My workplace is right in the very thick of this jungle on the eighth floor of Exchange Square Two. I came in for my first day of work expecting the firm to occupy the entire floor. I learned quickly enough that they’ve rented a single room. It’s slightly larger than my hotel room. And besides me, only one other person, my boss, works there. And she’ll be gone half the time on either business trips or vacation. But don’t get me wrong. My boss is great. She’s down to Earth, understanding, and receptive to suggestions. At the same time, she’s firm, exacting, and generally just on top of her shit.

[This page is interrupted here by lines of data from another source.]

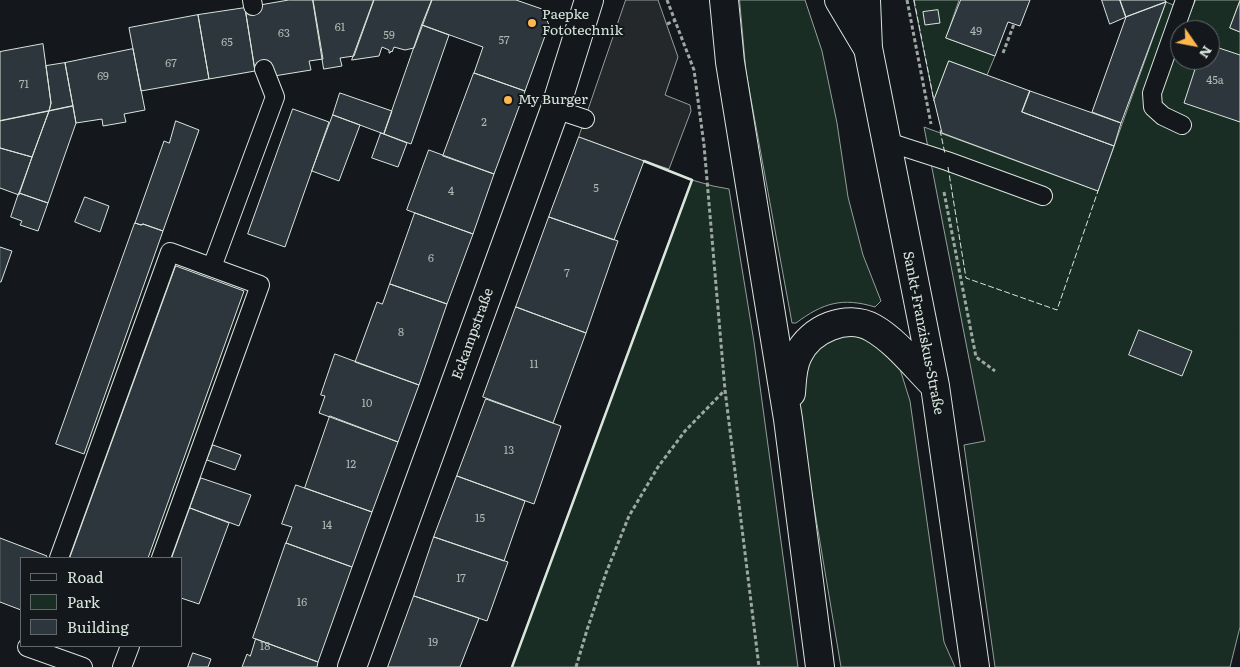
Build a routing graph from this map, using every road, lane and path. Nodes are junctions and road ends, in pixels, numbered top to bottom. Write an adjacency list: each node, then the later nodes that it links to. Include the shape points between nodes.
1 (589, 0): 13 (main road, Eckampstraße)
2 (667, 0): 7 (path)
3 (724, 0): 21 (main road, via 730,62)
4 (839, 0): 10 (main road)
5 (866, 0): 10 (main road, Sankt-Franziskus-Straße)
6 (1185, 0): 15 (lane, via 1152,93 1153,107)
7 (674, 21): 8 (path); 20 (path, via 694,70 704,145)
8 (667, 24)
9 (1014, 24): 11 (path)
10 (868, 48): 16 (main road, Sankt-Franziskus-Straße)
11 (1004, 53)
12 (264, 69): 18 (lane, via 275,97)
13 (555, 108): 14 (lane); 28 (main road, Eckampstraße)
14 (585, 119)
15 (1182, 125)
16 (886, 141): 17 (lane); 19 (main road, Sankt-Franziskus-Straße)
17 (1043, 196)
18 (212, 268): 22 (lane, via 170,252); 23 (lane, via 260,285)
19 (935, 386): 21 (main road, via 872,327 856,322 840,323 818,331 797,356); 32 (main road, Sankt-Franziskus-Straße)
20 (725, 390): 29 (path, via 685,431 629,516 606,573); 30 (path)
21 (788, 419): 31 (main road)
22 (59, 557)
23 (162, 557)
24 (27, 647): 26 (lane)
25 (130, 647): 27 (lane)
26 (82, 667)
27 (122, 667)
28 (352, 667)
29 (576, 667)
30 (759, 667)
31 (820, 667)
32 (975, 667)

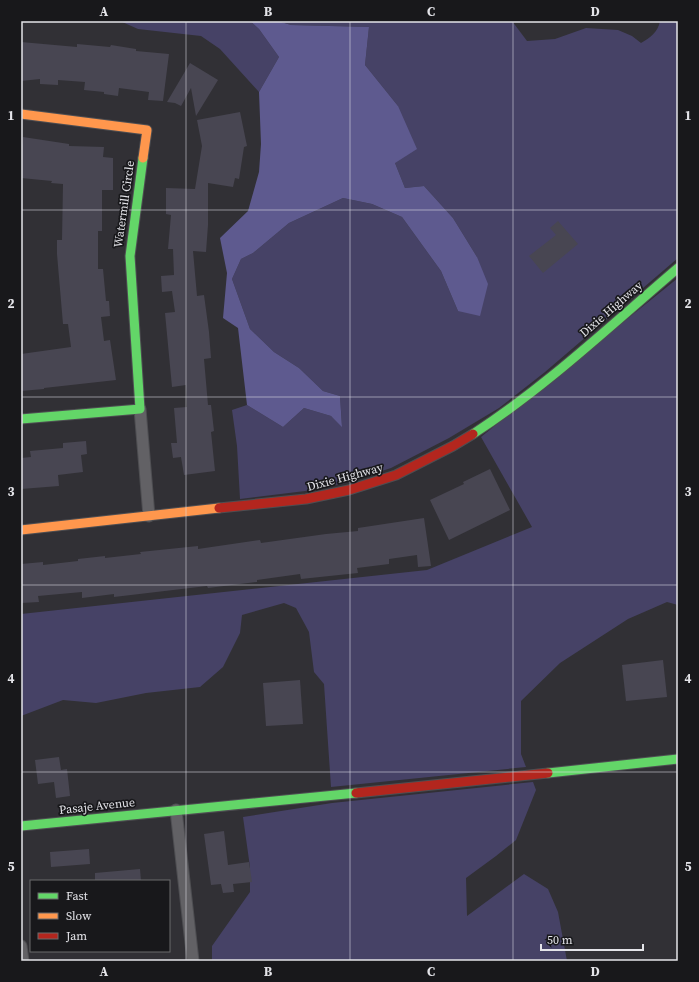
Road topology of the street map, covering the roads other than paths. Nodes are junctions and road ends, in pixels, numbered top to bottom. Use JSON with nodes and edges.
{"nodes":[{"id":1,"x":21,"y":114,"type":"edge"},
{"id":2,"x":678,"y":268,"type":"edge"},
{"id":3,"x":140,"y":409,"type":"junction"},
{"id":4,"x":21,"y":420,"type":"edge"},
{"id":5,"x":149,"y":516,"type":"junction"},
{"id":6,"x":21,"y":530,"type":"edge"},
{"id":7,"x":678,"y":759,"type":"edge"},
{"id":8,"x":176,"y":810,"type":"junction"},
{"id":9,"x":21,"y":826,"type":"edge"},
{"id":10,"x":21,"y":946,"type":"edge"},
{"id":11,"x":23,"y":961,"type":"edge"},
{"id":12,"x":193,"y":961,"type":"edge"}],
"edges":[{"from":1,"to":3,"type":"street","name":"Watermill Circle"},
{"from":2,"to":5,"type":"street","name":"Dixie Highway"},
{"from":3,"to":4,"type":"street"},
{"from":3,"to":5,"type":"street","name":"Watermill Circle"},
{"from":5,"to":6,"type":"street","name":"Dixie Highway"},
{"from":7,"to":8,"type":"street","name":"Pasaje Avenue"},
{"from":8,"to":9,"type":"street","name":"Pasaje Avenue"},
{"from":8,"to":12,"type":"street"},
{"from":10,"to":11,"type":"street"}]}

My internship is of the hit the ground running, no hand holding, lots of latitude type.
I have no idea what the other floors of Exchange Square Two look like (perhaps an adventure for another time), but the eighth floor, besides being auspicious to Chinese people, is managed by The Executive Center, a company that rents out and services offices. The floor is excellently furnished and has dark earthy colors. There are bookshelves with books ranging from The Adventures of Tom Sawyer to The Droll Stories of Honoré de Balzac*. A giant silver colored trophy to the Jones Lang LaSalle company for winning the Young Executives Network’s 5-A-side Corporate Football Tournament sits on another shelf. My favorite spaces are the kitchens which have espresso machines. You can make yourself a cup of ristretto, espresso forte, decaffeinato, or coffé forte by inserting a UFO-shaped packet into the machine’s mouth.

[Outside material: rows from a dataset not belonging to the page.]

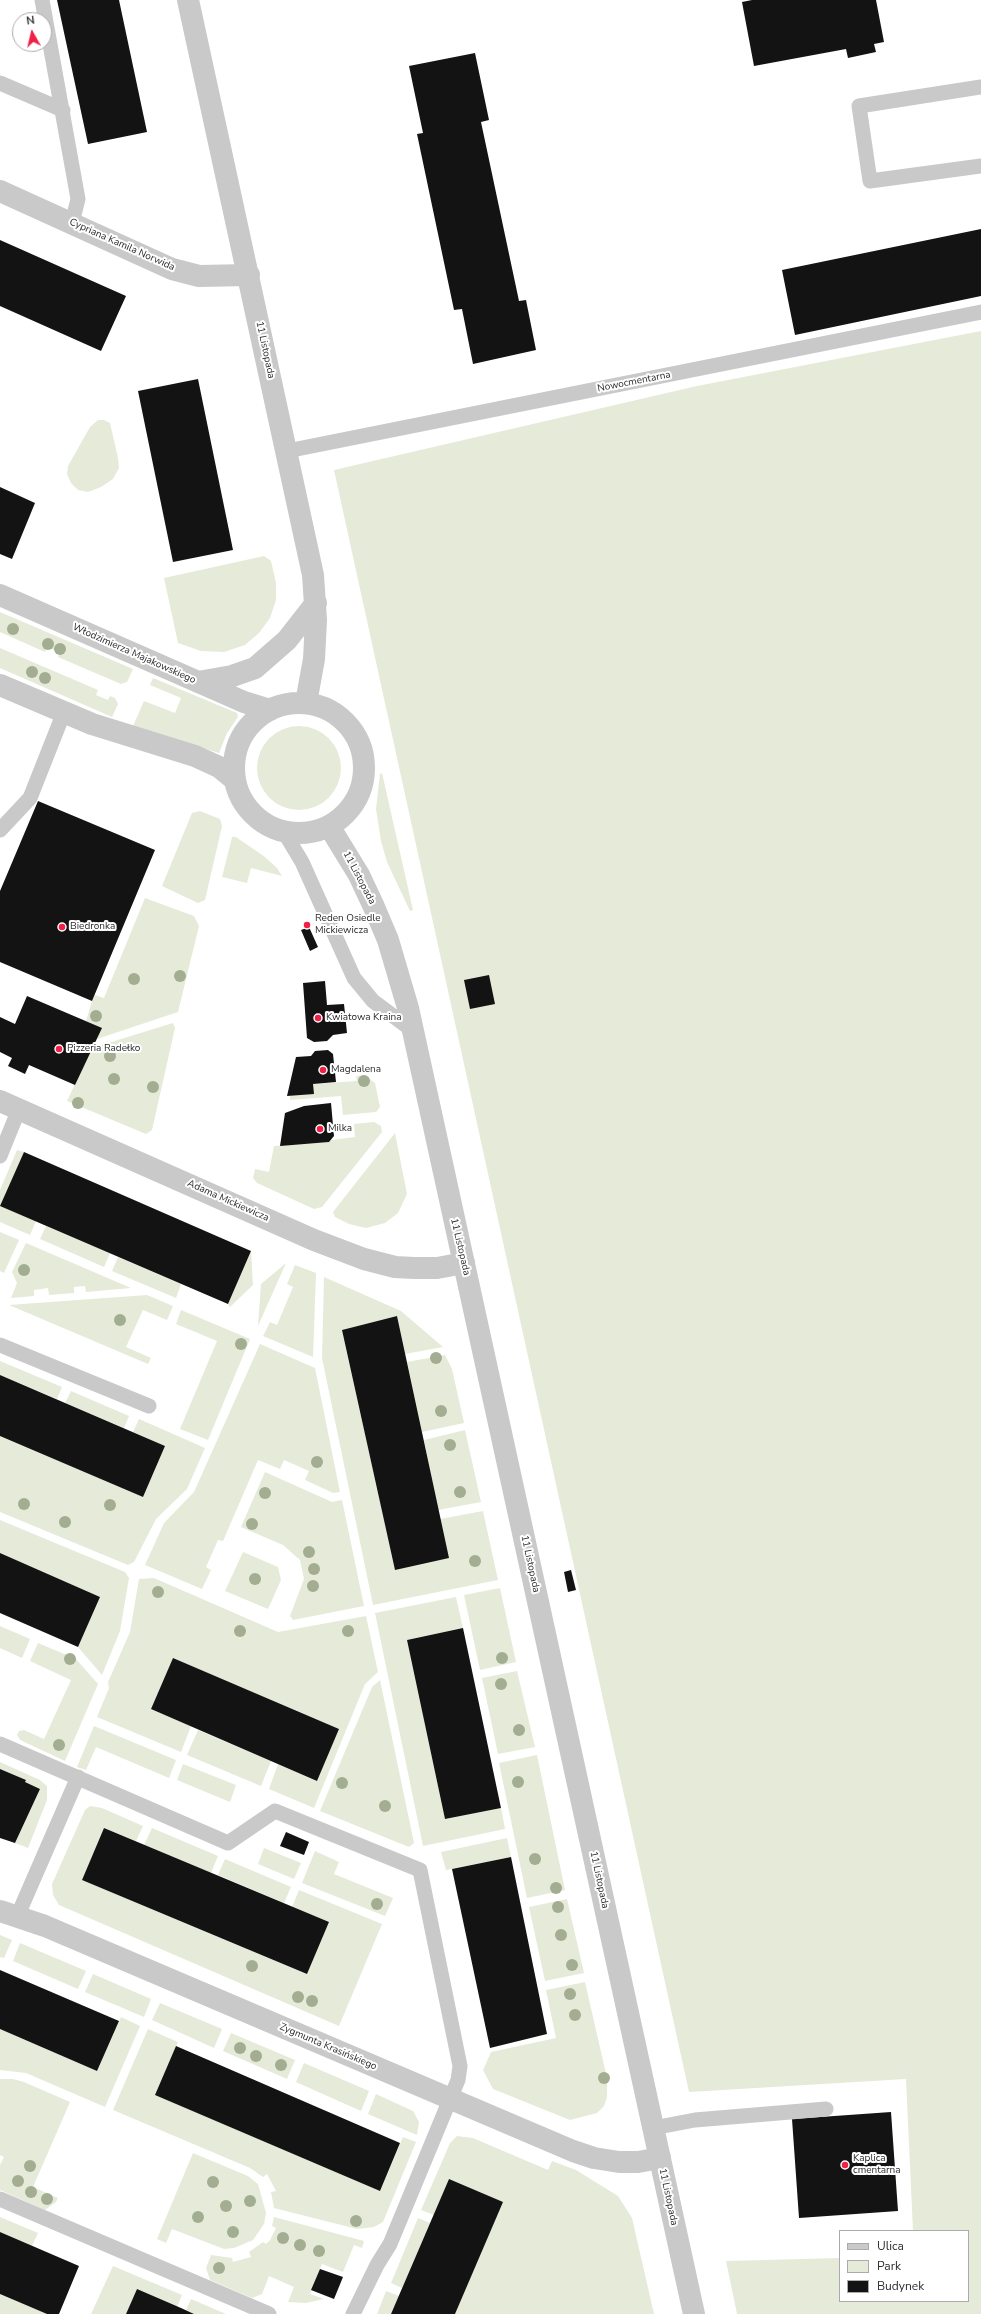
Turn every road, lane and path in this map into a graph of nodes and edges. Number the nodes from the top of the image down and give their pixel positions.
1 (42, 0) edge
2 (188, 0) edge
3 (0, 83) edge
4 (981, 87) edge
5 (63, 110) junction
6 (981, 166) edge
7 (0, 191) edge
8 (72, 223) junction
9 (249, 275) junction
10 (981, 312) edge
11 (286, 451) junction
12 (0, 595) edge
13 (316, 603) junction
14 (198, 682) junction
15 (0, 685) edge
16 (306, 703) junction
17 (270, 710) junction
18 (64, 712) junction
19 (235, 780) junction
20 (329, 826) junction
21 (0, 830) edge
22 (284, 832) junction
23 (412, 1030) junction
24 (10, 1105) edge
25 (0, 1156) edge
26 (464, 1263) junction
27 (0, 1345) edge
28 (149, 1406) dead end
29 (0, 1744) edge
30 (78, 1778) junction
31 (9, 1914) edge
32 (451, 2099) junction
33 (826, 2110) dead end
34 (653, 2128) junction
35 (660, 2158) junction
36 (0, 2199) edge
37 (269, 2314) edge
38 (353, 2314) edge
39 (694, 2314) edge

1 - 5 lane
2 - 9 street, 11 Listopada
3 - 5 lane
4 - 6 lane
5 - 8 lane
7 - 8 street, Cypriana Kamila Norwida
8 - 9 street, Cypriana Kamila Norwida
9 - 11 street, 11 Listopada
10 - 11 lane, Nowocmentarna
11 - 13 street, 11 Listopada
12 - 14 street, Włodzimierza Majakowskiego
13 - 14 street
13 - 16 street, 11 Listopada
14 - 17 street, Włodzimierza Majakowskiego
15 - 18 street
16 - 17 street
16 - 20 street
17 - 19 street
18 - 19 street
18 - 21 lane
19 - 22 street
20 - 22 street
20 - 23 street, 11 Listopada
22 - 23 lane
23 - 26 street, 11 Listopada
24 - 25 lane
24 - 26 street, Adama Mickiewicza
26 - 34 street, 11 Listopada
27 - 28 lane
29 - 30 lane
30 - 31 lane
30 - 32 lane
31 - 32 street, Zygmunta Krasińskiego
32 - 35 street, Zygmunta Krasińskiego
32 - 38 lane
33 - 34 lane
34 - 35 street, 11 Listopada
35 - 39 street, 11 Listopada
36 - 37 lane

During this past week when my boss was in Shanghai and it was just me from Monday until Thursday, one of the few things that kept me dragging my groggy self out of bed every morning and making the long trek to Central was a certain cute receptionist at the front desk. She works with three other Chinese women there. They give warm smiles and say “bye bye” in a light, sing-song manner.
Most of the time my work is rather uneventful. The highlight of my first week was the day I visited HK’s public library after work. They had an English section! They had David Foster Wallac ! My heart melted on the spot. After my intial excitement died down, I noticed the library was very nondescript and relatively small for a city of HK’s size. And then it slowly dawned on me why I had felt a growing sense of unease about HK.

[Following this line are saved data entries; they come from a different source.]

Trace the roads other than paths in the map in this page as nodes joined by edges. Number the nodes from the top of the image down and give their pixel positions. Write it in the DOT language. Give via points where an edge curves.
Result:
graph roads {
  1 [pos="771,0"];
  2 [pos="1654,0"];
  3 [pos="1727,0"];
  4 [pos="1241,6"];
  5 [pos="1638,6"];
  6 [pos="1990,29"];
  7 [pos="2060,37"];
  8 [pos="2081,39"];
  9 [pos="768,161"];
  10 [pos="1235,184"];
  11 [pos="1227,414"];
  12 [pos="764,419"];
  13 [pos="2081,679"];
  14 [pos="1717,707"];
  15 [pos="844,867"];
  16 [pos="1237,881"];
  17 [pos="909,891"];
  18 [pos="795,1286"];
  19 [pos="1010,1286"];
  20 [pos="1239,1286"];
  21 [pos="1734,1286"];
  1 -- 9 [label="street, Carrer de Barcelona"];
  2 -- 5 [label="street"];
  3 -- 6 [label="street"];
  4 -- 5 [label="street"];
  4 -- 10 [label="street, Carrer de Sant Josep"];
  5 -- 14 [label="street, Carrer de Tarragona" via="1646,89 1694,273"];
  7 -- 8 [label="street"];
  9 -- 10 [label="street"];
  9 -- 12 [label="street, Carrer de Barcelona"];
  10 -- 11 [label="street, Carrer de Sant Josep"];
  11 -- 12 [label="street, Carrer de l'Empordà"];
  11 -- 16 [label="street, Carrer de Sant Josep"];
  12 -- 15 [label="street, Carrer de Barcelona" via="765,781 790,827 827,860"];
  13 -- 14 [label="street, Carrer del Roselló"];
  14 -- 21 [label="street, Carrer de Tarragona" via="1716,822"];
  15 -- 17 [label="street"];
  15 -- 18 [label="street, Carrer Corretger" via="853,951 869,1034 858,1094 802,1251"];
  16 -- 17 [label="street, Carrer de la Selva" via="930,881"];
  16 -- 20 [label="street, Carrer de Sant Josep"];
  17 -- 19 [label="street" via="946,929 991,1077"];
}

I got this feeling only a couple of days after stepping off the plane and had been trying to put a finger on it ever since. Here I was in Asia’s “world city,” the world’s freest economy for fifteen consecutive years (Ayn Rand would be proud), a cosmopolitan center of business, goods, and cuisine. But something was missing. The conditions of the buildings said it all.
HK has at least a dozen Swarovski stores, Armani shops selling not only clothes but even books and flower arrangements, and a Louis Vuitton-sponsored art exhibition at the HK Museum of Art (raising too many disturbing questions than this post can address). Yet the city’s public libraries remain unspectacular and places of worship languish in disrepair as banks tower over them. A city’s architecture reflects its values, and it’s clear HK values the pursuit of wealth over the cultivation of intellect, culture, and the soul. Here, too many people worship the state-sponsored Church of Capitalism. Materialism has attained a religious significance, and people chase money with fanatical fervor. Banks’ headquarters are enormous citadels signifying and worshipping the strength of the almighty dollar. (Some really do look like houses of worship. The Standard Chartered bank’s interior has dark granite passageways whose main source of light comes from stained glass depicting not biblical figures but commerce and goods.)
As I walked out of the library’s English section and entered a reading area, I noticed a handful of people sitting down, each one of them reading a book. I felt compelled to snap a photo of them.